Privacy Policy

1. Data Controller

The Data Controller of personal data is:
Angelo Giuseppe Agutoli
Email: [email protected]

2. Data Processor

For booking management, we use the Lodgify platform, which acts as Data Processor pursuant to Art. 28 GDPR, under the Data Processing Agreement (DPA) included in their Terms of Service.
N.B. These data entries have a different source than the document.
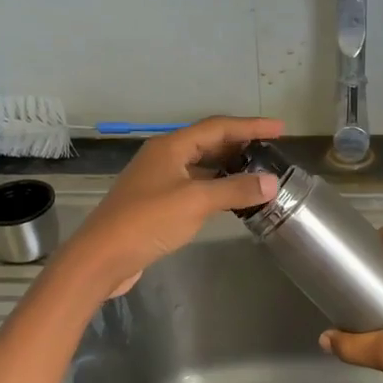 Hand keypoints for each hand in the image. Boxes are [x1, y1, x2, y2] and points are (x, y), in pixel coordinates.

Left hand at [62, 116, 282, 298]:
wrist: (102, 257)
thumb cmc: (148, 221)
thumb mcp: (196, 202)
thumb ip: (235, 189)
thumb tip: (271, 182)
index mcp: (171, 146)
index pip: (218, 127)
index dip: (251, 126)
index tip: (280, 128)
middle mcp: (163, 157)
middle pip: (208, 142)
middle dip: (240, 144)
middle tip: (271, 151)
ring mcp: (158, 180)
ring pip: (200, 165)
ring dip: (228, 167)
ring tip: (257, 173)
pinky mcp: (156, 203)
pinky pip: (193, 185)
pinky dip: (215, 187)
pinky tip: (230, 199) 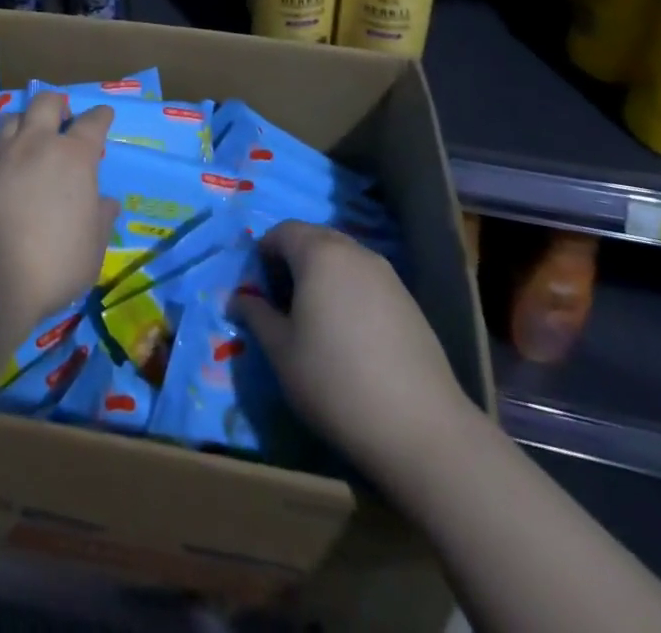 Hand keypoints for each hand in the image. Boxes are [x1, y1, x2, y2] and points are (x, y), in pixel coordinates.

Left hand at [0, 92, 117, 330]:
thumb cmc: (52, 263)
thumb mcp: (92, 249)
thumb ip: (101, 220)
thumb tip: (106, 203)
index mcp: (74, 157)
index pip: (93, 122)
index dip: (100, 116)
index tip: (104, 114)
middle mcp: (36, 143)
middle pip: (46, 103)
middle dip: (57, 105)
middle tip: (61, 120)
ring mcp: (1, 153)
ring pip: (12, 117)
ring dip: (24, 123)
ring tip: (27, 140)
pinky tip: (0, 170)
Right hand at [233, 220, 475, 476]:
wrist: (421, 429)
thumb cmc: (336, 382)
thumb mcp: (281, 352)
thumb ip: (256, 316)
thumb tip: (239, 299)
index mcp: (319, 253)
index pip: (282, 232)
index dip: (263, 255)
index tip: (258, 293)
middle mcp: (354, 251)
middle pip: (314, 239)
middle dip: (292, 262)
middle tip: (283, 306)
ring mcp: (387, 274)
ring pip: (342, 259)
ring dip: (321, 277)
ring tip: (316, 322)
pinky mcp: (409, 301)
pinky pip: (366, 280)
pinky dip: (349, 293)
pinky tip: (351, 338) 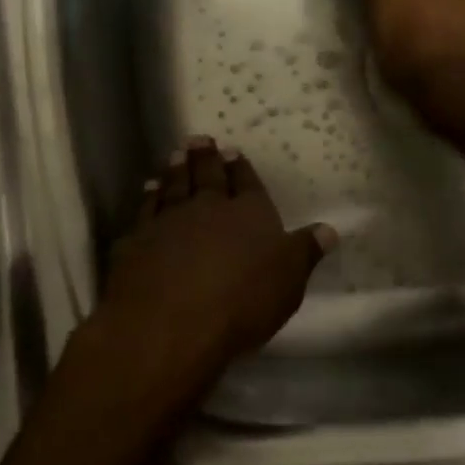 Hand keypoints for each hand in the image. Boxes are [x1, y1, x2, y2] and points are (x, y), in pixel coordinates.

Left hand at [95, 137, 335, 406]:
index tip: (233, 150)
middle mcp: (208, 208)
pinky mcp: (136, 242)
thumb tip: (329, 229)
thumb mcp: (289, 281)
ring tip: (174, 156)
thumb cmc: (241, 302)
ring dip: (175, 171)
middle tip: (198, 139)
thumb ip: (305, 251)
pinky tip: (147, 191)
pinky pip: (144, 211)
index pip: (247, 183)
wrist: (168, 325)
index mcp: (249, 212)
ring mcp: (168, 222)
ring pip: (173, 187)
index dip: (241, 167)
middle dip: (204, 157)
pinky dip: (147, 198)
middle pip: (206, 176)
Lodgify also relies on Stripe for payment processing, which handles payment data in compliance with PCI DSS standards.

• Lodgify Terms of Service: https://www.lodgify.com/it/terms/
• Lodgify Data Processing Agreement: https://www.lodgify.com/it/dpa/
• Lodgify Privacy Policy: https://www.lodgify.com/privacy/
• Stripe Privacy Policy: https://stripe.com/it/privacy

3. Data Collected

Through the website and booking platform we collect:

• Personal details: first name, last name, date and place of birth.
• Contact details: email address, phone number.
• Booking details: check-in/check-out dates, number of guests, special requests.
• Payment data: processed exclusively by Stripe.
• Browsing data: collected through analytics and tracking tools, in particular Google Analytics and Google Tag Manager.

4. Purpose of Processing

The collected data are processed in order to:

• manage bookings and communications with guests;
• provide vacation rental services;
• comply with legal obligations (e.g., guest registration);
• process payments through Stripe;
• improve the website and services (statistical analysis through Google Analytics and Google Tag Manager);
• ensure website security and performance through Cloudflare’s CDN and DDoS protection services.

5. Legal Basis

• Performance of a contract: to manage bookings and stays.
• Legal obligation: for guest registration.
• Legitimate interest: to handle communications and information requests.
• Consent: for the use of non-essential analytics and tracking tools (Google Analytics, Tag Manager).

6. Processing Methods and Security

Personal data are processed electronically, with appropriate security measures in place to prevent unauthorized access, disclosure, or alterations.

7. Data Retention

Personal data are retained only for the time strictly necessary to:

• manage the booking and stay;
• comply with legal and fiscal obligations;
• ensure the legal protection of the Data Controller.

Payment data are processed and stored by Stripe in accordance with its own policies.

8. Data Recipients

Data may be shared with:

• Lodgify, as Data Processor for booking management;
• Stripe, for payment processing;
• Google LLC (Google Analytics and Google Tag Manager), for traffic analysis and website optimization;
• Cloudflare Inc., for website protection, content delivery (CDN), and DDoS mitigation;
• technical service providers (e.g., hosting, email) strictly necessary for the functioning of the site;
• competent authorities, if required by law.

Cloudflare Privacy Policy: https://www.cloudflare.com/privacypolicy/

9. Data Transfers Outside the EU

Personal data may be transferred outside the European Union by Lodgify, Stripe, Google, and Cloudflare. All providers adopt GDPR-compliant security measures and adequate safeguards (e.g., Standard Contractual Clauses).

10. User Rights (GDPR)

At any time, you may exercise the following rights:

• access your personal data;
• request rectification or erasure;
• request restriction of processing;
• object to processing;
• request data portability;
• withdraw previously given consent.

To exercise your rights, you can contact: [email protected]

11. Changes to this Policy

This Privacy Policy may be updated in the future. The latest version will always be available on this website with the relevant update date.